9Creativity = successful beer blasts. This is one more for the clubs. Clubs with a strong theme, fun décor, post-bar activity and other creative touches tend to get better turnout and reviews of their beer blasts. It’s an opportunity to build their brand as well as help make these blasts more fun for everyone who attends. From karaoke to Halloween to drums to dancing, there are many ways to spice up the beer blast and make yours unique. At one beer blast this year, a group of students invented a new game where they were trying to throw a beer pong ball backwards over the shoulder, off the wall, and into a cup. Endless fun and a lot of laughs came out of it.
10Human Capital is earned with every interaction. Something picked up from Power & Politics with Kabi. I’m sad that after the first couple of beer blasts for the Fall, everyone stops making an effort to meet each other. Be it the staff, the club officers, the guy at the door, alumni, prospective, or full-time and part-time students after class, you should take every opportunity to meet a new face at beer blast – you’ll see your friends all of the time, but a new connection could lead to great network effects later. My own example – knowing one of the servers at Beer Blast, was able to leverage the connection to their catering organization and get a significant discount for a friend’s wedding. Don’t be afraid to say hi to a new face at any point, and you never know who you’ll meet!

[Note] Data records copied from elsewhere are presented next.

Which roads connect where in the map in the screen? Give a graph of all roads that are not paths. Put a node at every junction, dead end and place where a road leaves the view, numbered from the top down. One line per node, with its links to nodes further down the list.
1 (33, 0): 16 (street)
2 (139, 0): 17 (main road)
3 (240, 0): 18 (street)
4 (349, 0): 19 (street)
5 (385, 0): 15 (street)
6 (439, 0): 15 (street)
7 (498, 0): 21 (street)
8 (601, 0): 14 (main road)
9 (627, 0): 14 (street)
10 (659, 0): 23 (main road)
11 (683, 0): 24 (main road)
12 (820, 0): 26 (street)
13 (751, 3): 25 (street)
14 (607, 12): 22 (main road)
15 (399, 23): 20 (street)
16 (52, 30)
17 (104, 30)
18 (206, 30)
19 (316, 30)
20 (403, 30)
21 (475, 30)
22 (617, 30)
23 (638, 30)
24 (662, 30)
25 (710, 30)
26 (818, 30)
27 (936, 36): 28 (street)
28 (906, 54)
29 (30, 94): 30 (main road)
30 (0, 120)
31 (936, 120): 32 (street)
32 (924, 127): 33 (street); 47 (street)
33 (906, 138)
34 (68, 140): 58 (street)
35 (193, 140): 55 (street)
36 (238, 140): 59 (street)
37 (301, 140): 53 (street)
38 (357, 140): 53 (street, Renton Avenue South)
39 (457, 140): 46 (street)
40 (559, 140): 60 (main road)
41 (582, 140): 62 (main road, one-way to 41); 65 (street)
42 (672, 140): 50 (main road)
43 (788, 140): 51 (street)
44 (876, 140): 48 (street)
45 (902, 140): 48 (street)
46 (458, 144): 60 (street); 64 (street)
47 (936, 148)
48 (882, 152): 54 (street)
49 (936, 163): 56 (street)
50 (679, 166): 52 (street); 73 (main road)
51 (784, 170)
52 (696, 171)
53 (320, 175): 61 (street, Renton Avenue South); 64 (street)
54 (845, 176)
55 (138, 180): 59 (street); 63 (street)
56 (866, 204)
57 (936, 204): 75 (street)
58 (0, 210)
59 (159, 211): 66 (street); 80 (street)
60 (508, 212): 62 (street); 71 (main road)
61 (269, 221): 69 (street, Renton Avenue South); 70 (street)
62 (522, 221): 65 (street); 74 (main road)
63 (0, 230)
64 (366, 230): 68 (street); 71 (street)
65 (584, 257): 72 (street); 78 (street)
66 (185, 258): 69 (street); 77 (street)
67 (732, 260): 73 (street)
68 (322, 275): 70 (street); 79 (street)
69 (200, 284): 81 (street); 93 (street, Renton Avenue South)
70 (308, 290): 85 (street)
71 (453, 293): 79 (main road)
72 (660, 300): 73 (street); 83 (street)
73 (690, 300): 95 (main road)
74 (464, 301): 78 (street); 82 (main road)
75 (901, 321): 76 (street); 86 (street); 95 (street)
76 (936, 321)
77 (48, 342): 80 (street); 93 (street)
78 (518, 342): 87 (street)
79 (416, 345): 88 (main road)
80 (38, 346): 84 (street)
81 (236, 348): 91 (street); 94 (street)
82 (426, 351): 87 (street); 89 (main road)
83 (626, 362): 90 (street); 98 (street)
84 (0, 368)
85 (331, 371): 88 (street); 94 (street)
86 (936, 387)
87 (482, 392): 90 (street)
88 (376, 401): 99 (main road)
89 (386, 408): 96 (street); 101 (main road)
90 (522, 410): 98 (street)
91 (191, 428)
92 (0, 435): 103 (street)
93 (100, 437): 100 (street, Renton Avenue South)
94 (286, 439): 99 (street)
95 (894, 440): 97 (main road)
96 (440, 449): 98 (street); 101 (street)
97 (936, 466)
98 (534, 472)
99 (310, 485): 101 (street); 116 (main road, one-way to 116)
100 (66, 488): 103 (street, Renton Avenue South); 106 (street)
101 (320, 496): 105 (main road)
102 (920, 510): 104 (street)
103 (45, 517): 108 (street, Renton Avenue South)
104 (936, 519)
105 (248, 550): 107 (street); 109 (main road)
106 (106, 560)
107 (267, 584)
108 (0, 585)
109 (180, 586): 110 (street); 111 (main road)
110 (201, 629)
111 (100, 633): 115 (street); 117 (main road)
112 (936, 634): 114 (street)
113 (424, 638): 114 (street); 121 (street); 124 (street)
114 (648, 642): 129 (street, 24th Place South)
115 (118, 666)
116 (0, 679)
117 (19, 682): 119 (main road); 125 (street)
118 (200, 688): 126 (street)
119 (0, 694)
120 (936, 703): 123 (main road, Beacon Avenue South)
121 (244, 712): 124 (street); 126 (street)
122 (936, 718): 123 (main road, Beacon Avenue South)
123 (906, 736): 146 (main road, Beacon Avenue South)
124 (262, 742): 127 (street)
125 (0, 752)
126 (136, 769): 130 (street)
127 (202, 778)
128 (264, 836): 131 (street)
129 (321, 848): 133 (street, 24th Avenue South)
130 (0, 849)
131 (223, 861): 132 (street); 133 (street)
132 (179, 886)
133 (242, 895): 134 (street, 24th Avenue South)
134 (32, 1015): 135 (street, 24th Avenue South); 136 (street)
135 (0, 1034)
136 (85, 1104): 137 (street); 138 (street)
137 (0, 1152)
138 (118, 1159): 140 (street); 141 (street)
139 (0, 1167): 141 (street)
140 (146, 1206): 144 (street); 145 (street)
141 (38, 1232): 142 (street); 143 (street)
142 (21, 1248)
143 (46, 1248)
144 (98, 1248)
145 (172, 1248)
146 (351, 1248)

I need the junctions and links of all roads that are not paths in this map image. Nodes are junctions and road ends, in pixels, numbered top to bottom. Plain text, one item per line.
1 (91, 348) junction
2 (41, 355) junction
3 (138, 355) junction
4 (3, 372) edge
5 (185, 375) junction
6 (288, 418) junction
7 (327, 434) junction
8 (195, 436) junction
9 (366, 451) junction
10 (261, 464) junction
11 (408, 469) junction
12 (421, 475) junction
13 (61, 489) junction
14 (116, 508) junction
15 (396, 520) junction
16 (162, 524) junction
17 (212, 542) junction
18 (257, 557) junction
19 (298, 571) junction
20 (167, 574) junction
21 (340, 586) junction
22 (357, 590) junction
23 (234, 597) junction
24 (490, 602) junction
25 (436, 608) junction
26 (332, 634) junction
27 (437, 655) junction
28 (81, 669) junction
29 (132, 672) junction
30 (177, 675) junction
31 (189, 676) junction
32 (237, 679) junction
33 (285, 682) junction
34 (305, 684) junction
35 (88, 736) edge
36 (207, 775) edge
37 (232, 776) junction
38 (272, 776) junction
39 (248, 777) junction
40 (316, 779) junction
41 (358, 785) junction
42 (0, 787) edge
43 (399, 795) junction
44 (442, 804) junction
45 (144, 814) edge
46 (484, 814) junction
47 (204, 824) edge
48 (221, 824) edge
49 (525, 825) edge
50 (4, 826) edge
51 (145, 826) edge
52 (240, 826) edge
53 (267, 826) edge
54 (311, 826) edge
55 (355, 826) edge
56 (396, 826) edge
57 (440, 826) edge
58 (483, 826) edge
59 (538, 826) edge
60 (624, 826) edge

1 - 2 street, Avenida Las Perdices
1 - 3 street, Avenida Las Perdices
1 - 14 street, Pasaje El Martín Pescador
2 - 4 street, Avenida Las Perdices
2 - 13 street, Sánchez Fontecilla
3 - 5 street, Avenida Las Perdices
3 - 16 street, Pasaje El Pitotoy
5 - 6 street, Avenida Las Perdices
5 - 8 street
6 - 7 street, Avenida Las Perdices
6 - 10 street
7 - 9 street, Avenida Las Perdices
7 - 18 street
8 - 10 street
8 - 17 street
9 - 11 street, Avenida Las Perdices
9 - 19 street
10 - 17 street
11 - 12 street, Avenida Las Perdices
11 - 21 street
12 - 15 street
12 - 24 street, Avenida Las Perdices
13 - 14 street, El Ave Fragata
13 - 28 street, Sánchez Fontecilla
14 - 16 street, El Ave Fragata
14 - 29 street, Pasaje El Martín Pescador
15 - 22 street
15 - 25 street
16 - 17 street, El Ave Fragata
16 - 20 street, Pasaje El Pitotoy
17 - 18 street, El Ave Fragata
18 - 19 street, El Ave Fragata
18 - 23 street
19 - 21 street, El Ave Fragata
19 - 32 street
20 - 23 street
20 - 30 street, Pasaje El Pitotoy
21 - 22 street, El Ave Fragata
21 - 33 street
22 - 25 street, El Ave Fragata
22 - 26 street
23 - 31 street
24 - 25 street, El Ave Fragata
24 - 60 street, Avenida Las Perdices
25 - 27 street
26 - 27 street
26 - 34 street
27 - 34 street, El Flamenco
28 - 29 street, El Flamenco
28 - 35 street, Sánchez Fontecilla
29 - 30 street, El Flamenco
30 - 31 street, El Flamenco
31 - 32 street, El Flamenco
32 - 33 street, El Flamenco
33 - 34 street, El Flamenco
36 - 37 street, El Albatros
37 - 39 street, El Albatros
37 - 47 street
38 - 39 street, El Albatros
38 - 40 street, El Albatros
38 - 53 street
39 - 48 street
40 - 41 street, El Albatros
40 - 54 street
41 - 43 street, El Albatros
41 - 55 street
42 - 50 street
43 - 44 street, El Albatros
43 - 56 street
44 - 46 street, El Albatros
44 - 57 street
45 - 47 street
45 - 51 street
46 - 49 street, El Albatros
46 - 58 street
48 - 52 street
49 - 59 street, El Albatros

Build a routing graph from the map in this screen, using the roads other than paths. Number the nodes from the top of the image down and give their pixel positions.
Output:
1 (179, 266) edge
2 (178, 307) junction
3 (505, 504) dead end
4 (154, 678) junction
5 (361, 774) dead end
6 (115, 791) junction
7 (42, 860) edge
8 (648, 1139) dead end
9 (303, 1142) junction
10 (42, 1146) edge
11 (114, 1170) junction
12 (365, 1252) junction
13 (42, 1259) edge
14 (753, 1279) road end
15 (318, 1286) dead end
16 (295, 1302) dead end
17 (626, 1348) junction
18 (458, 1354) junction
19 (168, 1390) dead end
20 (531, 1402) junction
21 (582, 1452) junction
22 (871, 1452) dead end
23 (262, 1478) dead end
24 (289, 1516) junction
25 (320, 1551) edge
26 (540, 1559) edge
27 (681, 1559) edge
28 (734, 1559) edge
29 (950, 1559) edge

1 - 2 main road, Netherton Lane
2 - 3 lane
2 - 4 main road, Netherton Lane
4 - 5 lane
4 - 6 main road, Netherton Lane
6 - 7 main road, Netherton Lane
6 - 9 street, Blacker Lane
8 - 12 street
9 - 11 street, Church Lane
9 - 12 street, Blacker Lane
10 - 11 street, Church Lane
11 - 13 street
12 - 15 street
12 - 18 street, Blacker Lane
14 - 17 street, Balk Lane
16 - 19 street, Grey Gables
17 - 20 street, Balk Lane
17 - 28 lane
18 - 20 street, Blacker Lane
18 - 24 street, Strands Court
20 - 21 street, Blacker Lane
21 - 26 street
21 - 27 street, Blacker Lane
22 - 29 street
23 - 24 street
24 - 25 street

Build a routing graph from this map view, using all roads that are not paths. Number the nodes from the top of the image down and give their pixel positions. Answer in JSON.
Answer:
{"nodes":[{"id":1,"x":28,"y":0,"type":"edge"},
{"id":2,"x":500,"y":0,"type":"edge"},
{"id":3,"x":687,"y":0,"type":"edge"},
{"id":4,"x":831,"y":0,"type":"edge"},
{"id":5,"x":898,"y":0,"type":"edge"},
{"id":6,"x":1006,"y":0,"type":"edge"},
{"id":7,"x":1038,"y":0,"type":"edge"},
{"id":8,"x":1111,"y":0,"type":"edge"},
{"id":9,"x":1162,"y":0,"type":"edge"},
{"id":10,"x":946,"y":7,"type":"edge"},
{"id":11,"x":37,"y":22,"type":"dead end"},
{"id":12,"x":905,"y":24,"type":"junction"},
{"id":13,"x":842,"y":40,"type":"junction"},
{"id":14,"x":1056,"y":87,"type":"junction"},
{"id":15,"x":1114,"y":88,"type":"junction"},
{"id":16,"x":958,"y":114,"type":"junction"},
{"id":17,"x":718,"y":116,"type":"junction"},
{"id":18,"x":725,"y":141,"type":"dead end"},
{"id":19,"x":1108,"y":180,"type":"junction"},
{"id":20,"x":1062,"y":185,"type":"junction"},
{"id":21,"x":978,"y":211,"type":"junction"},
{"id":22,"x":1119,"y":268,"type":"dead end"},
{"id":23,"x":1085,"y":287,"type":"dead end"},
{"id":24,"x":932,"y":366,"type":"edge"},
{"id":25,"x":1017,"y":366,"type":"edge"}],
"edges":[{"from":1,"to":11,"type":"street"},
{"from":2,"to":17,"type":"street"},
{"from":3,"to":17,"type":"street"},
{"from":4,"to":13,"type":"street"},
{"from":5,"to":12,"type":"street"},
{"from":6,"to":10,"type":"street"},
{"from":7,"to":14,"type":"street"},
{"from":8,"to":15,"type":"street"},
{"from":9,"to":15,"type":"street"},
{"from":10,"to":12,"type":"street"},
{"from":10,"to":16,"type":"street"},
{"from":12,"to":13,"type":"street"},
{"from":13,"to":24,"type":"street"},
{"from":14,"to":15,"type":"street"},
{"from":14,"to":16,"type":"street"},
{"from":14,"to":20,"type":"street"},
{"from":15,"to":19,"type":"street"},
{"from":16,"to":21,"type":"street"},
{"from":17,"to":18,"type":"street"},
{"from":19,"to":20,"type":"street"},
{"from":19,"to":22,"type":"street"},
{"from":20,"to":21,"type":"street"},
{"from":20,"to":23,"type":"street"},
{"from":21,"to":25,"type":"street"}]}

Thank your SCorp & PTLF reps. Seriously, you get to enjoy this weekly event courtesy of some very hard-working folks in the past (like Mike, Rachel, Marisa and myself) put in a lot of time and effort to help set up and clean up after each beer blast. Make sure you thank them for doing so, it really does make a difference in our days.
First World Problems. Yes, the type beer you’re drinking has always been a source of difficult planning and fun comments over the years. First, Bud Lite gets a bad rap on being “cheap” when we had it, and then when we bring in craft beers, people complain about not having Bud Lite. Humorous, yes.